Problem:
Scan the entries line by line and return those with "junctions".

▼

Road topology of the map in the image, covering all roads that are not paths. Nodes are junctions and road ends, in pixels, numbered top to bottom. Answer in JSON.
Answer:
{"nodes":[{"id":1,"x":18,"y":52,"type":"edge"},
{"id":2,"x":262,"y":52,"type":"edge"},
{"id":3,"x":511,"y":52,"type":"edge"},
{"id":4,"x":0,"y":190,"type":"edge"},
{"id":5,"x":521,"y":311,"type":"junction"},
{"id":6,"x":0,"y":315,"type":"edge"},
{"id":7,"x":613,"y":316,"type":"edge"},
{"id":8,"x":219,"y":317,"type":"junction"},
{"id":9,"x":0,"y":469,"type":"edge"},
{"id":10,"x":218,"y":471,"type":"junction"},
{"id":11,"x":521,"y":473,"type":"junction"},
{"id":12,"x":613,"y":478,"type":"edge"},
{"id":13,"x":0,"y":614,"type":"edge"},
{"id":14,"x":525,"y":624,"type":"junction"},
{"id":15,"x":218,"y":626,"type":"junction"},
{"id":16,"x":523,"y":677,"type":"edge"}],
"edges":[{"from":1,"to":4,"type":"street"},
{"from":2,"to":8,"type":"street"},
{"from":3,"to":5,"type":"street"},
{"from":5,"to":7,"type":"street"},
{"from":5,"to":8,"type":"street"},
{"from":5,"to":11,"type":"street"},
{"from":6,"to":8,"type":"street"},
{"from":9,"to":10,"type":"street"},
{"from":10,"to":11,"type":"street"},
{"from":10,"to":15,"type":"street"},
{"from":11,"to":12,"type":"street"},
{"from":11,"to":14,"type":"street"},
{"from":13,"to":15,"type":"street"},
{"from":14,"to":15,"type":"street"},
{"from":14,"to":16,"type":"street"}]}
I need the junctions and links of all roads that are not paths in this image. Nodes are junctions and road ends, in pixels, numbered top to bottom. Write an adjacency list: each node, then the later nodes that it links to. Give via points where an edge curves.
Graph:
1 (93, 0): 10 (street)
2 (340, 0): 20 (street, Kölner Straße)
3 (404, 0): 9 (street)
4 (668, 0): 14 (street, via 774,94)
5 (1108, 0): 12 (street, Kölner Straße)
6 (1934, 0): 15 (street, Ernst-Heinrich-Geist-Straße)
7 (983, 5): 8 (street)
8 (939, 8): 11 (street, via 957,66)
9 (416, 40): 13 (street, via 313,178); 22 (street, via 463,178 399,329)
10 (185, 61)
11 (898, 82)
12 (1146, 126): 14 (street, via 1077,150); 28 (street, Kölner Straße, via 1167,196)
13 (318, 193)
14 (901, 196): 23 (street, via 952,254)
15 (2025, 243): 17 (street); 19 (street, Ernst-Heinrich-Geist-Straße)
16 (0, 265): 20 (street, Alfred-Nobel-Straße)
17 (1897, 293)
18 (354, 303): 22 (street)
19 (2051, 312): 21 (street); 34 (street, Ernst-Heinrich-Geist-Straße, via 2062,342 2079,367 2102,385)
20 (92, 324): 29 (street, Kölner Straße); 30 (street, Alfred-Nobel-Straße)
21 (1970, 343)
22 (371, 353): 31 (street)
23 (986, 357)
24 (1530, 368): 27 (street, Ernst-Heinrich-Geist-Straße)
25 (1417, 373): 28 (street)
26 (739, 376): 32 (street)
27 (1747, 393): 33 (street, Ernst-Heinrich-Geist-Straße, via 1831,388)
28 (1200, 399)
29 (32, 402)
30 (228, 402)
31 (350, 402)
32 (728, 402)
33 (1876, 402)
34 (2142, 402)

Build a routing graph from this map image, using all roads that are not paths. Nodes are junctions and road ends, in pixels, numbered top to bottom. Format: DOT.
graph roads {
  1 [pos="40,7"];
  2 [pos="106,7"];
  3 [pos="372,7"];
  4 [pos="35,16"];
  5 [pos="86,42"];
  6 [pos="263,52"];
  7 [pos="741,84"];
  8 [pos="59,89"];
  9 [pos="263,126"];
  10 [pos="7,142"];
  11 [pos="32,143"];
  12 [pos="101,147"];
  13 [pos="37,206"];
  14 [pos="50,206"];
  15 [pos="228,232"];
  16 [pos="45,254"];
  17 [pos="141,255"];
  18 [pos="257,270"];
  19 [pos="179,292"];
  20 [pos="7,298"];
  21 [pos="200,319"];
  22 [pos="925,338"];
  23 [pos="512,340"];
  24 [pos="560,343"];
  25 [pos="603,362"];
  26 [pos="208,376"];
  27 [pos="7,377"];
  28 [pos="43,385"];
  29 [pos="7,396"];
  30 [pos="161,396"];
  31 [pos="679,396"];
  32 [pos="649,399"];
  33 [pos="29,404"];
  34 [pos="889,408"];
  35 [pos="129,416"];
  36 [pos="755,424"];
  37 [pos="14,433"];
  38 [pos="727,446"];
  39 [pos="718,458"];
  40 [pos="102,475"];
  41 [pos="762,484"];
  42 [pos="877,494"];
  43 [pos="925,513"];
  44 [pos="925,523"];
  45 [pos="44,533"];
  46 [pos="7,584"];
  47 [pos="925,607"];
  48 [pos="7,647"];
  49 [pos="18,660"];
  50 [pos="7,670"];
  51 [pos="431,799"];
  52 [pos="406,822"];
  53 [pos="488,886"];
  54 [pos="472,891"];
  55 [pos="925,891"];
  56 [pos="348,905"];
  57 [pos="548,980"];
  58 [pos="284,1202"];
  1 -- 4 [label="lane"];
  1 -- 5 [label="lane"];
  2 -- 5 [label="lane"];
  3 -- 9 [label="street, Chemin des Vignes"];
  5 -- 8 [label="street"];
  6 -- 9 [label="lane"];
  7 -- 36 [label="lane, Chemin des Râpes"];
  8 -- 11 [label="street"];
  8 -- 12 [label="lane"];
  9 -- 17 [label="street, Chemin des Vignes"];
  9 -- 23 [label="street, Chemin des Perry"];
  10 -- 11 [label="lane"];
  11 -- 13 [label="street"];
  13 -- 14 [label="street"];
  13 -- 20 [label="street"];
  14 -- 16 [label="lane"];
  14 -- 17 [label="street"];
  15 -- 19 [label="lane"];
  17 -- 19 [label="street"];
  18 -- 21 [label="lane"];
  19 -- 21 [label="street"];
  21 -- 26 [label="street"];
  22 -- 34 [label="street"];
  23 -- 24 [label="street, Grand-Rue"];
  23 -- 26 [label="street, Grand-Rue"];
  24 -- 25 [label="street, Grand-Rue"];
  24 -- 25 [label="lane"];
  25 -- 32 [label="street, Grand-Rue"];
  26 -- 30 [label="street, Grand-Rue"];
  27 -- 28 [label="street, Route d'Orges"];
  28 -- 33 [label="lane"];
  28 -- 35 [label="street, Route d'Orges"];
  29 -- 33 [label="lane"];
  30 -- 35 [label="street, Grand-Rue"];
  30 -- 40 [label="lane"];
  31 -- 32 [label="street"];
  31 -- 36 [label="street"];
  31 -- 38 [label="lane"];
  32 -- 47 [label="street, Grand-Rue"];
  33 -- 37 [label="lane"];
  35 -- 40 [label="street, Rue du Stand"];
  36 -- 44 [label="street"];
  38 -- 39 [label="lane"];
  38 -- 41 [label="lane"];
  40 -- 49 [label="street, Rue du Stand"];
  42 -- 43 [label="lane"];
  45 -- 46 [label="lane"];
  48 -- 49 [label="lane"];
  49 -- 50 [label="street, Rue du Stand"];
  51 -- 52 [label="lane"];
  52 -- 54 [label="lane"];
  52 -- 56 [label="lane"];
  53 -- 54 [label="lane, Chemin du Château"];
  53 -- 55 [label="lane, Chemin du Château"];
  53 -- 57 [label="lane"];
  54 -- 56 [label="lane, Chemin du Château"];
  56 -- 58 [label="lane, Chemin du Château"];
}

▲

Answer section:
Road topology of the map in the image, covering all roads that are not paths. Nodes are junctions and road ends, in pixels, numbered top to bottom. Answer in JSON.
I need the junctions and links of all roads that are not paths in this image. Nodes are junctions and road ends, in pixels, numbered top to bottom. Write an adjacency list: each node, then the later nodes that it links to. Give via points where an edge curves.
Build a routing graph from this map image, using all roads that are not paths. Nodes are junctions and road ends, in pixels, numbered top to bottom. Format: DOT.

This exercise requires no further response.